PROMPT: Every line with the string "Nagar" must be copied from the entries below.
=== Begin Enclosure ===
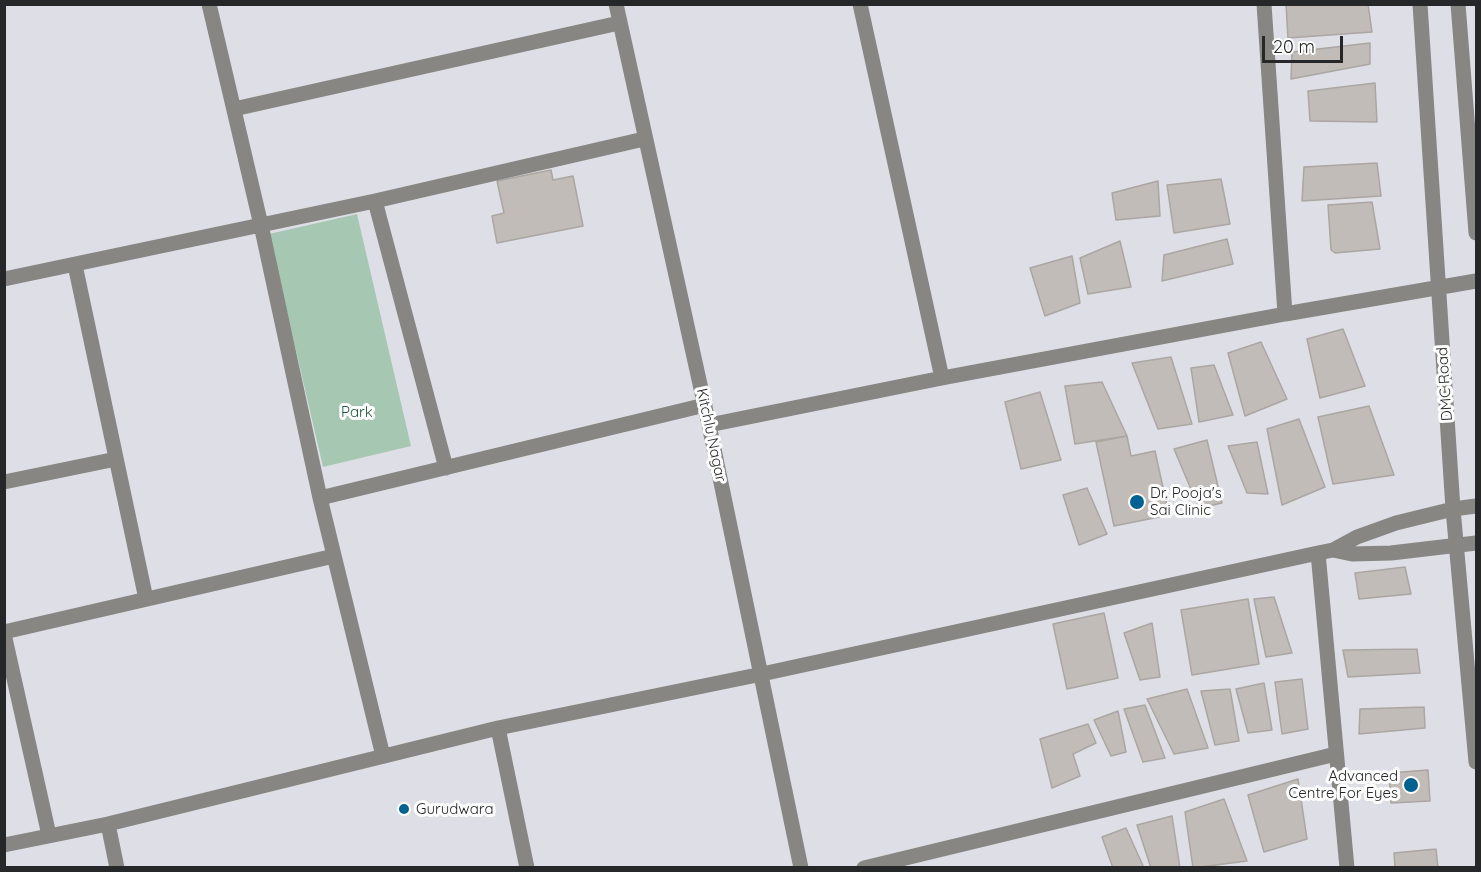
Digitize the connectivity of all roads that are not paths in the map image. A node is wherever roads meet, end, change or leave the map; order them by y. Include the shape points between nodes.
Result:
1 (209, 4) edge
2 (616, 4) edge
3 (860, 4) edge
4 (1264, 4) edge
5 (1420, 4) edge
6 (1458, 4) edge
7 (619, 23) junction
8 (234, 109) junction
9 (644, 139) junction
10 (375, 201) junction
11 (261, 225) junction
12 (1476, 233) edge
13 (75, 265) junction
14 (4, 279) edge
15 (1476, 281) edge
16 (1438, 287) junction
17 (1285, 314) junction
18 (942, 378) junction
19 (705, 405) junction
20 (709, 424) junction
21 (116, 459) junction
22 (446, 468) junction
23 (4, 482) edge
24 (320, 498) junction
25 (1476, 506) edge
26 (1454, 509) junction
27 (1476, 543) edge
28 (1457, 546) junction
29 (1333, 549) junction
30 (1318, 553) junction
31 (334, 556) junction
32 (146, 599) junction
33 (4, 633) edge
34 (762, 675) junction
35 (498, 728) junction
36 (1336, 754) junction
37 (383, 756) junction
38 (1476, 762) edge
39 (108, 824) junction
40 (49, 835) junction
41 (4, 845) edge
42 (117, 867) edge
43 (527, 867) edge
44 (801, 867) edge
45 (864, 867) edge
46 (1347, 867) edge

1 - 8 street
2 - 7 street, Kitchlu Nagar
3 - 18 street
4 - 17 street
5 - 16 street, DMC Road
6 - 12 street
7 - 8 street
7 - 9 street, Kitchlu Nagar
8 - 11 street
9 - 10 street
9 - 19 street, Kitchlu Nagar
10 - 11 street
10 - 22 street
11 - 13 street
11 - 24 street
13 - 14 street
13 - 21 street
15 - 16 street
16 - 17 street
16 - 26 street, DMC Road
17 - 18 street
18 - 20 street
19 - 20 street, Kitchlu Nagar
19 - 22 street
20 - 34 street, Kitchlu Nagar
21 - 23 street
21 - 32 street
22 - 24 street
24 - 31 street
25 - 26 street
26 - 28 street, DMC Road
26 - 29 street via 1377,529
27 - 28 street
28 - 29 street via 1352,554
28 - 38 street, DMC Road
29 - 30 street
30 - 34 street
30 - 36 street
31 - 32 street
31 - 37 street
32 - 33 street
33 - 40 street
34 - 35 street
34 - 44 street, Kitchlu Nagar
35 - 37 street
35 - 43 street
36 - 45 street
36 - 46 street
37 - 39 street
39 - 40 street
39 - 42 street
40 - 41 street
=== End Enclosure ===
REPLY:
2 - 7 street, Kitchlu Nagar
7 - 9 street, Kitchlu Nagar
9 - 19 street, Kitchlu Nagar
19 - 20 street, Kitchlu Nagar
20 - 34 street, Kitchlu Nagar
34 - 44 street, Kitchlu Nagar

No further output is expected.